◆ Description of the task
Here are some records. Print all of them exactly.

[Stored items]
========================================================================

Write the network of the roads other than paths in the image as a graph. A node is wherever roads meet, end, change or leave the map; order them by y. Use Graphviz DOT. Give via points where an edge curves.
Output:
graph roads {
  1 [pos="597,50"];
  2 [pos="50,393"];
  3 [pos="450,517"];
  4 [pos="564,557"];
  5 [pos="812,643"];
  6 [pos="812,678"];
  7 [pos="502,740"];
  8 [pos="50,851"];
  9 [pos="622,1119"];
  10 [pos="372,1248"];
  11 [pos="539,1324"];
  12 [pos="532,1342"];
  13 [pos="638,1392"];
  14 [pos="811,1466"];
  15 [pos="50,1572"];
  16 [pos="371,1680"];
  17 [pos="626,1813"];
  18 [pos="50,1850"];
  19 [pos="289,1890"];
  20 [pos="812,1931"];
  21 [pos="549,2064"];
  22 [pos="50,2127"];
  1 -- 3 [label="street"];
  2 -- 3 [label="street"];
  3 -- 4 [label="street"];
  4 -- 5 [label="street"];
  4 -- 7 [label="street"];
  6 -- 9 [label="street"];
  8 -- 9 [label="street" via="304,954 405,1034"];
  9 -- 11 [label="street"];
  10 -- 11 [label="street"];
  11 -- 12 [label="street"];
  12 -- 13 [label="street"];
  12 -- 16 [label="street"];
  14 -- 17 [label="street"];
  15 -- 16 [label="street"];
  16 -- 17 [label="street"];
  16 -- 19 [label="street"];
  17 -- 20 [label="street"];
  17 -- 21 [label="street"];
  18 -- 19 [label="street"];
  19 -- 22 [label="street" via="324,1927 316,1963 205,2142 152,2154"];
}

========================================================================

◆ Exercise response
Write the network of the roads other than paths in the image as a graph. A node is wherever roads meet, end, change or leave the map; order them by y. Use Graphviz DOT. Give via points where an edge curves.
Output:
graph roads {
  1 [pos="597,50"];
  2 [pos="50,393"];
  3 [pos="450,517"];
  4 [pos="564,557"];
  5 [pos="812,643"];
  6 [pos="812,678"];
  7 [pos="502,740"];
  8 [pos="50,851"];
  9 [pos="622,1119"];
  10 [pos="372,1248"];
  11 [pos="539,1324"];
  12 [pos="532,1342"];
  13 [pos="638,1392"];
  14 [pos="811,1466"];
  15 [pos="50,1572"];
  16 [pos="371,1680"];
  17 [pos="626,1813"];
  18 [pos="50,1850"];
  19 [pos="289,1890"];
  20 [pos="812,1931"];
  21 [pos="549,2064"];
  22 [pos="50,2127"];
  1 -- 3 [label="street"];
  2 -- 3 [label="street"];
  3 -- 4 [label="street"];
  4 -- 5 [label="street"];
  4 -- 7 [label="street"];
  6 -- 9 [label="street"];
  8 -- 9 [label="street" via="304,954 405,1034"];
  9 -- 11 [label="street"];
  10 -- 11 [label="street"];
  11 -- 12 [label="street"];
  12 -- 13 [label="street"];
  12 -- 16 [label="street"];
  14 -- 17 [label="street"];
  15 -- 16 [label="street"];
  16 -- 17 [label="street"];
  16 -- 19 [label="street"];
  17 -- 20 [label="street"];
  17 -- 21 [label="street"];
  18 -- 19 [label="street"];
  19 -- 22 [label="street" via="324,1927 316,1963 205,2142 152,2154"];
}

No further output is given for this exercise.